**Exercise objective**
Using the entries that follow, state how many lines contain "where", with no other words.

+++ Study material

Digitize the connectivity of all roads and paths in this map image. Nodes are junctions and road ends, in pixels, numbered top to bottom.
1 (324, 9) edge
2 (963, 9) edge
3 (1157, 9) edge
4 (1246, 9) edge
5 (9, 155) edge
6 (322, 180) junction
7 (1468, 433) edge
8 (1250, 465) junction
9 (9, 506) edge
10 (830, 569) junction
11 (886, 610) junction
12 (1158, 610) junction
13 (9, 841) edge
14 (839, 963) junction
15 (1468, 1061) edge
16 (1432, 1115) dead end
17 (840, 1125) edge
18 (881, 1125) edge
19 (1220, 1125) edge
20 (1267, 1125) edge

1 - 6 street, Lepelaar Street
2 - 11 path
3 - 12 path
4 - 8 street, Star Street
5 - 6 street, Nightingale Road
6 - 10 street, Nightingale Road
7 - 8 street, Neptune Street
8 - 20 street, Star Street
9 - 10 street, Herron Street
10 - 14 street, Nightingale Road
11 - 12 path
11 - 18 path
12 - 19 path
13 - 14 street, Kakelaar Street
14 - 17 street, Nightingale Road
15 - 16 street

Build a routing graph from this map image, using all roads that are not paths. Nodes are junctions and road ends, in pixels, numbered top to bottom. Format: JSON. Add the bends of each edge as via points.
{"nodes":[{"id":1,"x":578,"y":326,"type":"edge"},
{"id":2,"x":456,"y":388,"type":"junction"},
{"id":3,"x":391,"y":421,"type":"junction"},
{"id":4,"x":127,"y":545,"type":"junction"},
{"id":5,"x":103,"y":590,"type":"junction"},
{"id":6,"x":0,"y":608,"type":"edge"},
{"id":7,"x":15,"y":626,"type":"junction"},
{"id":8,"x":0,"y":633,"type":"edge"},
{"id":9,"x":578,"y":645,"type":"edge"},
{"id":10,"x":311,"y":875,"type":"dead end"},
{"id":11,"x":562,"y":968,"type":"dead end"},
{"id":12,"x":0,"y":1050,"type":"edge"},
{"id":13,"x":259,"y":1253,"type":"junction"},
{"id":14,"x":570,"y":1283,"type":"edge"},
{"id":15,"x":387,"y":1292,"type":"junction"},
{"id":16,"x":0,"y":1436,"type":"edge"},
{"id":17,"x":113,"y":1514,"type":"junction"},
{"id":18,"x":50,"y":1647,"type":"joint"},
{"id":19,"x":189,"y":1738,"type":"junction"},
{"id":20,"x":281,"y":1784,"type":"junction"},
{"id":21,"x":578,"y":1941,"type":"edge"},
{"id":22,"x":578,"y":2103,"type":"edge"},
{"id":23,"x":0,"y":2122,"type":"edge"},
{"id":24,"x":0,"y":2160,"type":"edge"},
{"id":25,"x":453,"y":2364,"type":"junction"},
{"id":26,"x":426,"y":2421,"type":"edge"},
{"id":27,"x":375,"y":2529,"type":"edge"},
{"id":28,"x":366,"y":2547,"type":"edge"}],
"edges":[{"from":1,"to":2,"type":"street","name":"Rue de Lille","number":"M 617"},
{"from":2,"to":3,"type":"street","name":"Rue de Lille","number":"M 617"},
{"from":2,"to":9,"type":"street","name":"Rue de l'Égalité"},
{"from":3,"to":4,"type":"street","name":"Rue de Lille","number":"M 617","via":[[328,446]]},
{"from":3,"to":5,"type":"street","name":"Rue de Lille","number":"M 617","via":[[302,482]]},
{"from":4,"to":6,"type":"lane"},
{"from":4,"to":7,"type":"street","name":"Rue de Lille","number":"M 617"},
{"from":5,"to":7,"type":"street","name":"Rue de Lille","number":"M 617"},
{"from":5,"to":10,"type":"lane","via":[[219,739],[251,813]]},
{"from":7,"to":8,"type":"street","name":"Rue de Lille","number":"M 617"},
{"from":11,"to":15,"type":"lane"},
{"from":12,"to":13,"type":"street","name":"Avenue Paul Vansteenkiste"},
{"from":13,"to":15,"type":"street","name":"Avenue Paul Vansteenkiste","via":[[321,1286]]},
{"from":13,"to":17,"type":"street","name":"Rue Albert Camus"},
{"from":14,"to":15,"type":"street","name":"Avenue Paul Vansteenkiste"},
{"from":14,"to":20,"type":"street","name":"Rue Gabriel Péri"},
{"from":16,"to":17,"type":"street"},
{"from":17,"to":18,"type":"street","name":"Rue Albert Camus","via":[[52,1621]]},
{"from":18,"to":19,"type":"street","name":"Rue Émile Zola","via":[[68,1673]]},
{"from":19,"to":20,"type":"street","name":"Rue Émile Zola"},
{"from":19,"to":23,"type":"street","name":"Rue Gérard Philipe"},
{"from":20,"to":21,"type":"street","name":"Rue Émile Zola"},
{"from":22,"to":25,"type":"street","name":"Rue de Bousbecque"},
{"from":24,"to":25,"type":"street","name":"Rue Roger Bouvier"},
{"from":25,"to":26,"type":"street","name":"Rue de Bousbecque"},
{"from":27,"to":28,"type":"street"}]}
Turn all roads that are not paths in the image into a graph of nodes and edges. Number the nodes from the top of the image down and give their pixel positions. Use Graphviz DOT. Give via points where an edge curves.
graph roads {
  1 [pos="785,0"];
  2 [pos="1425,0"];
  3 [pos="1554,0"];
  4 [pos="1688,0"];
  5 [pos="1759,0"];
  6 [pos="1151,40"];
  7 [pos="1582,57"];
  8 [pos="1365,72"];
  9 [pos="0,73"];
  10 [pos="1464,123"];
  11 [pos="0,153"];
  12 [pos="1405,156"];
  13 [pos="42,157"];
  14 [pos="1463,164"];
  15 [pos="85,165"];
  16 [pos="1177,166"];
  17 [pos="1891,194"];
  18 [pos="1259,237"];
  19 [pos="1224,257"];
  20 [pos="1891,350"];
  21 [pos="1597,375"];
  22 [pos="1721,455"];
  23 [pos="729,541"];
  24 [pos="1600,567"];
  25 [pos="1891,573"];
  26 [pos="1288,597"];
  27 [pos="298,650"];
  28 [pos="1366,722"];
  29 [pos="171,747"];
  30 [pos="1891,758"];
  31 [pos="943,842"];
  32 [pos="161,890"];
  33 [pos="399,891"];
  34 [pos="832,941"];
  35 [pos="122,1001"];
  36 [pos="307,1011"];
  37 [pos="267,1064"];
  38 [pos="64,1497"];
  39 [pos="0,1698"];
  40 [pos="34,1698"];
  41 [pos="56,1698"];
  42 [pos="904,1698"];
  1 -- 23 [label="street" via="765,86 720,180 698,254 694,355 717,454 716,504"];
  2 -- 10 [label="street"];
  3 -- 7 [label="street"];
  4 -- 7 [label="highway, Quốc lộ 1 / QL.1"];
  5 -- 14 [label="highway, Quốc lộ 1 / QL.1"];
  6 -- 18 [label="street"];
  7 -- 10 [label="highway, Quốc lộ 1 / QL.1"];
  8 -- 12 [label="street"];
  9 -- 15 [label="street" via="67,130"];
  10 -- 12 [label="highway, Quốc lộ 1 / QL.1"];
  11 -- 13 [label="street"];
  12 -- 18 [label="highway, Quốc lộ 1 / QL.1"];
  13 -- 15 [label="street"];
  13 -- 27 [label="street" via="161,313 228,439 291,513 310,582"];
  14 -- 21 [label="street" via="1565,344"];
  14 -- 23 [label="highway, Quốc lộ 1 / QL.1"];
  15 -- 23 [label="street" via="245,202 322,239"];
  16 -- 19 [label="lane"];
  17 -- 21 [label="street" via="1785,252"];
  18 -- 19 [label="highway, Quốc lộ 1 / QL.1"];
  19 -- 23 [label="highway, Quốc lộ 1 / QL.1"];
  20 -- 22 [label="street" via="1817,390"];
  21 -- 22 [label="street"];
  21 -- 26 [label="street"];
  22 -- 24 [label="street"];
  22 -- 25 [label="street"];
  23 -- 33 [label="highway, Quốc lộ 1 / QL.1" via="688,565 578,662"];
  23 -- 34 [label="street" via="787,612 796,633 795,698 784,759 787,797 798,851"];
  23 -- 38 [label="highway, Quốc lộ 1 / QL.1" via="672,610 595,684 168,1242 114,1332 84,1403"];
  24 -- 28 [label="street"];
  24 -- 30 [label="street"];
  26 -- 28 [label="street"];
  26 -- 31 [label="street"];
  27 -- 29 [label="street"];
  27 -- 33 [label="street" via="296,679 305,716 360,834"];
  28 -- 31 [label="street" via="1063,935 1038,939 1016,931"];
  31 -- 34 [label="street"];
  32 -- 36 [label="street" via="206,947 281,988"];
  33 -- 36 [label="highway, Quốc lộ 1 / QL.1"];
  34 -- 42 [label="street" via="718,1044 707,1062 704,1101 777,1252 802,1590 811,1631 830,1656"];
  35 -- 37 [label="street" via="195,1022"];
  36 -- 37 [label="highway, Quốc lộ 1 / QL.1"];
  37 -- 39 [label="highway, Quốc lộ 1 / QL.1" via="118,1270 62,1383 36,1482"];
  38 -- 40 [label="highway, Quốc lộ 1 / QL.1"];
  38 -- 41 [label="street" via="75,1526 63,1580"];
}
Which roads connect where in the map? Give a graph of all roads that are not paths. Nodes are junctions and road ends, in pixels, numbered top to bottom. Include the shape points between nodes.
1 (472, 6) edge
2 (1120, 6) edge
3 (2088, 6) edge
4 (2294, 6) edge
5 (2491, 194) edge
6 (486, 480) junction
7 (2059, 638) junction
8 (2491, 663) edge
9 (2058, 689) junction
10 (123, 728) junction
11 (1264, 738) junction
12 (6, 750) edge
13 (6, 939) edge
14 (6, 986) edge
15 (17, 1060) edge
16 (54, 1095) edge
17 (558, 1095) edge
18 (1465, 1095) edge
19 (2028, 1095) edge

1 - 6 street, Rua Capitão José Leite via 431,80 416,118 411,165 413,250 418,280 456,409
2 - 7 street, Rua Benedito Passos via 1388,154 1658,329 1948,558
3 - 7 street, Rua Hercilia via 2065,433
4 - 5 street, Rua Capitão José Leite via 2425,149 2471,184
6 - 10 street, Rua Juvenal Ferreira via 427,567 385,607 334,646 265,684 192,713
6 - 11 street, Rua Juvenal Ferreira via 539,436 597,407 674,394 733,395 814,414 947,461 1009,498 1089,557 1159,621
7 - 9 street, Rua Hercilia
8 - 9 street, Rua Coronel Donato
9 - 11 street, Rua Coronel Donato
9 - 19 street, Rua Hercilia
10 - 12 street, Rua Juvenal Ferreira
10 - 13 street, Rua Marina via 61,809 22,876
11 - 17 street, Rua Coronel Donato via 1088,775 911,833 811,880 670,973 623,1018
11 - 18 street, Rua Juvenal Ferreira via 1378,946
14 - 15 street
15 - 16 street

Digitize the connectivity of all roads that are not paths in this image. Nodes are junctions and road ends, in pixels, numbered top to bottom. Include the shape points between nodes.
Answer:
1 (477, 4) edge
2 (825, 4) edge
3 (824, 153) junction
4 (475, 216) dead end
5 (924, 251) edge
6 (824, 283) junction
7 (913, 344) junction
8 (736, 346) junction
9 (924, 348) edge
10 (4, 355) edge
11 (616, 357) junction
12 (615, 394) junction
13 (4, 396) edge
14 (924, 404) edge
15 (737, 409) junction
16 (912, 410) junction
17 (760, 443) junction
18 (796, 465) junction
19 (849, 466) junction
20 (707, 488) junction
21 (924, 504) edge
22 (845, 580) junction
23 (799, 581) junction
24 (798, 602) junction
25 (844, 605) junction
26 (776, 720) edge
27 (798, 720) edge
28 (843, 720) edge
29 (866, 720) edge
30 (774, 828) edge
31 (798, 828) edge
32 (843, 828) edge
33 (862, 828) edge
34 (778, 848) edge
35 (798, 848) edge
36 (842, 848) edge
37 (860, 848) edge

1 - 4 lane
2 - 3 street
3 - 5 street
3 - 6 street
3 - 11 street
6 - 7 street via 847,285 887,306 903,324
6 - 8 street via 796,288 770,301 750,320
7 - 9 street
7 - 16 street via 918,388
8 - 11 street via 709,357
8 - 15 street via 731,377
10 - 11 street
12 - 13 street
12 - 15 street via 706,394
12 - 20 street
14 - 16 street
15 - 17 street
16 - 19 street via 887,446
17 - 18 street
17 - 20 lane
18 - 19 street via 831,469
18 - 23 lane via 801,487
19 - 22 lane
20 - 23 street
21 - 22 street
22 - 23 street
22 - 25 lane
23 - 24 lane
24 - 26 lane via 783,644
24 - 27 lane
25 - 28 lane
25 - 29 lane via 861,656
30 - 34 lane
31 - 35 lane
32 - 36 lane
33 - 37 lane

++++++

**Finished task**
2